Palmeiro finishes off another win 2-out homer in ninth breaks tie, A's, 5-4, for O's 12th win in 13

Red Sox's cushion cut to 8

Despite 3 blown leads, .500 is just win away

July 23, 1998|By Joe Strauss | Joe Strauss,SUN STAFF

Rafael Palmeiro is this hot.

On a night where he carried more errors than hits into a tied ninth inning, the first baseman thought home run, looked home run and hit home run to lift the Orioles to a sudden 5-4 victory over the Oakland Athletics last night before 40,840 at Camden Yards.

"I don't do it often. But tonight was one of those times," he said. "It was a tie game and two outs. That's what the situation asks for."

His home run made a winner of fourth reliever Armando Benitez (( (3-2), a loser of A's reliever Mike Fetters (1-4) and more believers among a grouchy constituency hard-boiled by a bummer first half.

Not only did Palmeiro push the Orioles to 12-1 since the All-Star break, he pulled them within eight games of the wild card-leading Boston Red Sox, who lost to Cleveland.

For those seeking a positive sign beyond the last two weeks, the Orioles now stand 50-51, their same record after 101 games in 1996, their other wild-card season.

"I have a good feeling about this. I've always felt that way," said Palmeiro, adding, "before we were out of games early. Now we're playing ahead. We're staying in every game with a chance to break things late."

Of Palmeiro's 31 home runs, three have ended games. More importantly, last night's heroics allowed the Orioles to avoid what otherwise might have been a nagging loss including three blown leads and nine stranded runners.

It also capped a game in which seldom-seen second baseman Jeff Reboulet and Chris Hoiles contributed bases-empty home runs and Eric Davis and Cal Ripken added run-scoring doubles. Rookie Sidney Ponson handed off after 16 outs and the bullpen controlled the last four innings. Palmeiro entered the ninth with an error and an 0-for-3 that included a rally-killing third-inning double play and a strikeout. He emerged as hero.

"Hey, man, what are we waiting for? Let's sign the guy. What more does he have to show? Is it about money? The guys making $9 million-plus aren't more productive than he is. So what is it? This guy has carried us," said one teammate who had trouble envisioning a replacement for Palmeiro's offensive presence.

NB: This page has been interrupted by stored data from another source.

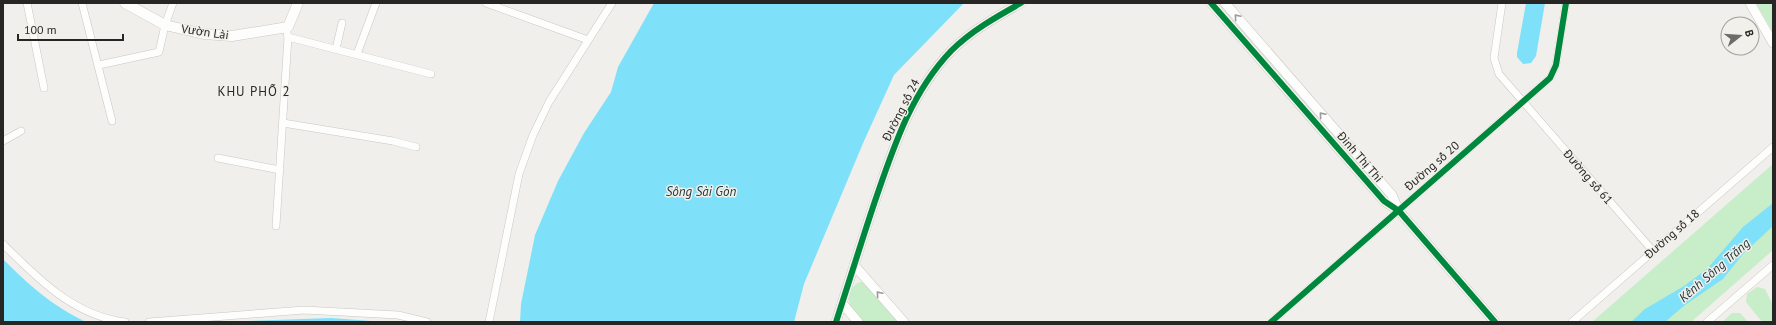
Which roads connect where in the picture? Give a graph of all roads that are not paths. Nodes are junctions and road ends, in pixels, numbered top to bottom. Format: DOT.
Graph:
graph roads {
  1 [pos="26,3"];
  2 [pos="82,3"];
  3 [pos="125,3"];
  4 [pos="173,3"];
  5 [pos="298,3"];
  6 [pos="376,3"];
  7 [pos="486,3"];
  8 [pos="612,3"];
  9 [pos="1021,3"];
  10 [pos="1211,3"];
  11 [pos="1225,3"];
  12 [pos="1502,3"];
  13 [pos="1566,3"];
  14 [pos="1750,3"];
  15 [pos="342,23"];
  16 [pos="165,25"];
  17 [pos="287,32"];
  18 [pos="588,40"];
  19 [pos="1773,42"];
  20 [pos="336,49"];
  21 [pos="357,54"];
  22 [pos="99,65"];
  23 [pos="431,74"];
  24 [pos="44,88"];
  25 [pos="1523,103"];
  26 [pos="112,121"];
  27 [pos="283,123"];
  28 [pos="21,131"];
  29 [pos="3,141"];
  30 [pos="416,147"];
  31 [pos="1773,147"];
  32 [pos="218,158"];
  33 [pos="278,170"];
  34 [pos="1398,211"];
  35 [pos="276,226"];
  36 [pos="3,244"];
  37 [pos="1653,251"];
  38 [pos="854,265"];
  39 [pos="1773,265"];
  40 [pos="842,303"];
  41 [pos="125,322"];
  42 [pos="149,322"];
  43 [pos="427,322"];
  44 [pos="489,322"];
  45 [pos="836,322"];
  46 [pos="858,322"];
  47 [pos="904,322"];
  48 [pos="1271,322"];
  49 [pos="1495,322"];
  50 [pos="1572,322"];
  51 [pos="1708,322"];
  1 -- 24 [label="street"];
  2 -- 22 [label="street"];
  3 -- 16 [label="main road, Vườn Lài"];
  4 -- 16 [label="street"];
  5 -- 17 [label="main road"];
  6 -- 21 [label="street"];
  7 -- 18 [label="street"];
  8 -- 18 [label="street"];
  9 -- 38 [label="street, Đường số 24"];
  10 -- 34 [label="street, Đinh Thị Thi"];
  34 -- 11 [label="street, Đinh Thị Thi, one-way"];
  12 -- 25 [label="street"];
  13 -- 25 [label="street, Đường số 20"];
  14 -- 19 [label="street"];
  15 -- 20 [label="street"];
  16 -- 17 [label="main road, Vườn Lài"];
  16 -- 22 [label="street"];
  17 -- 20 [label="street"];
  17 -- 27 [label="street"];
  18 -- 44 [label="street"];
  20 -- 21 [label="street"];
  21 -- 23 [label="street"];
  22 -- 26 [label="street"];
  25 -- 34 [label="street, Đường số 20"];
  25 -- 37 [label="street, Đường số 61"];
  27 -- 30 [label="street"];
  27 -- 33 [label="street"];
  28 -- 29 [label="street"];
  31 -- 37 [label="street, Đường số 18"];
  32 -- 33 [label="street"];
  33 -- 35 [label="street"];
  34 -- 48 [label="street, Đường số 20"];
  34 -- 49 [label="street, Đinh Thị Thi"];
  36 -- 41 [label="street"];
  37 -- 50 [label="street, Đường số 18"];
  38 -- 40 [label="street, Đường số 24"];
  47 -- 38 [label="street, one-way"];
  39 -- 51 [label="street"];
  40 -- 45 [label="street, Đường số 24"];
  40 -- 46 [label="street"];
  42 -- 43 [label="street"];
}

Since the pending free agent vowed last January that he "won't do a Brady" Anderson and return to Baltimore for below-market value, the Orioles have frosted him. Orioles majority owner Peter Angelos is said to be close to initiating talks, but team policy insists no player be paid in the $10 million neighborhood. However, Palmeiro insisted he wanted five years at Mo Vaughn money. Vaughn earlier this month rejected the Red Sox's four-year, $38 million proposal.

Moments after his game-winning blast, Palmeiro watched a clubhouse TV as Vaughn ended the Red Sox's one-run loss with a strikeout.

"He's a great player and a great guy," Palmeiro said of Vaughn. "I want him to do well."

But right now Palmeiro revels in doing better.

"The pitch he threw to Palmeiro you couldn't even call a mistake," said A's manager Art Howe. "He's just a quality hitter. You have to tip your hat."

Fetters saw things differently.

"I had two strikes on him and I wanted to throw something off the plate and get him to fish at it outside. It stayed over the middle of the plate. He just put the bat on the ball and it went out of the park," described Fetters.

The Orioles improved to 24-3 when scoring first at Camden Yards. They can thank Palmeiro and a much-improved bullpen for improving the stat.

"Raffy's amazing," gushed manager Ray Miller. "He has such a beautiful, compact swing, and when you're sitting there in live action with no replay it looks like the ball just stops at home plate and he hits and it goes out."

Some within his own clubhouse perceive Palmeiro as a Negative Man, a gifted hitter with sometimes delicate confidence. Last season he was prone to sulking and often had to be pulled along during a 98-win season. This year he has stepped out front, driving in 39 runs in the last 38 games.

"Last year things didn't go the way I wanted them all the time," he said. "But I think if I'd had the same situation last year I would've had the same approach."

When hot, Palmeiro plays the game with a noticeable swagger. Now that the Orioles have erased 7 1/2 games from their first-half wild-card deficit, the first baseman can talk the game the same way.

"We smelled it when [the Red Sox] were 16 games ahead of us," he said. "You [media] guys didn't. But we did."

And all that time everyone thought it was the Orioles who smelled. Now they receive competent starting pitching and as a result enjoy a deepening bullpen. Miller wasted no time hooking Ponson after 5 1/3 laudable innings.

A month ago, Miller lived in terror of an invisible bullpen. Last night, while working with six relievers for only the third game this season, he went to the mound often and without looking back.

Asked if he considered such free-wheeling a risk with struggling Doug Drabek starting tonight, Miller insisted, "I never thought about it."

Now, each game carries its own urgency.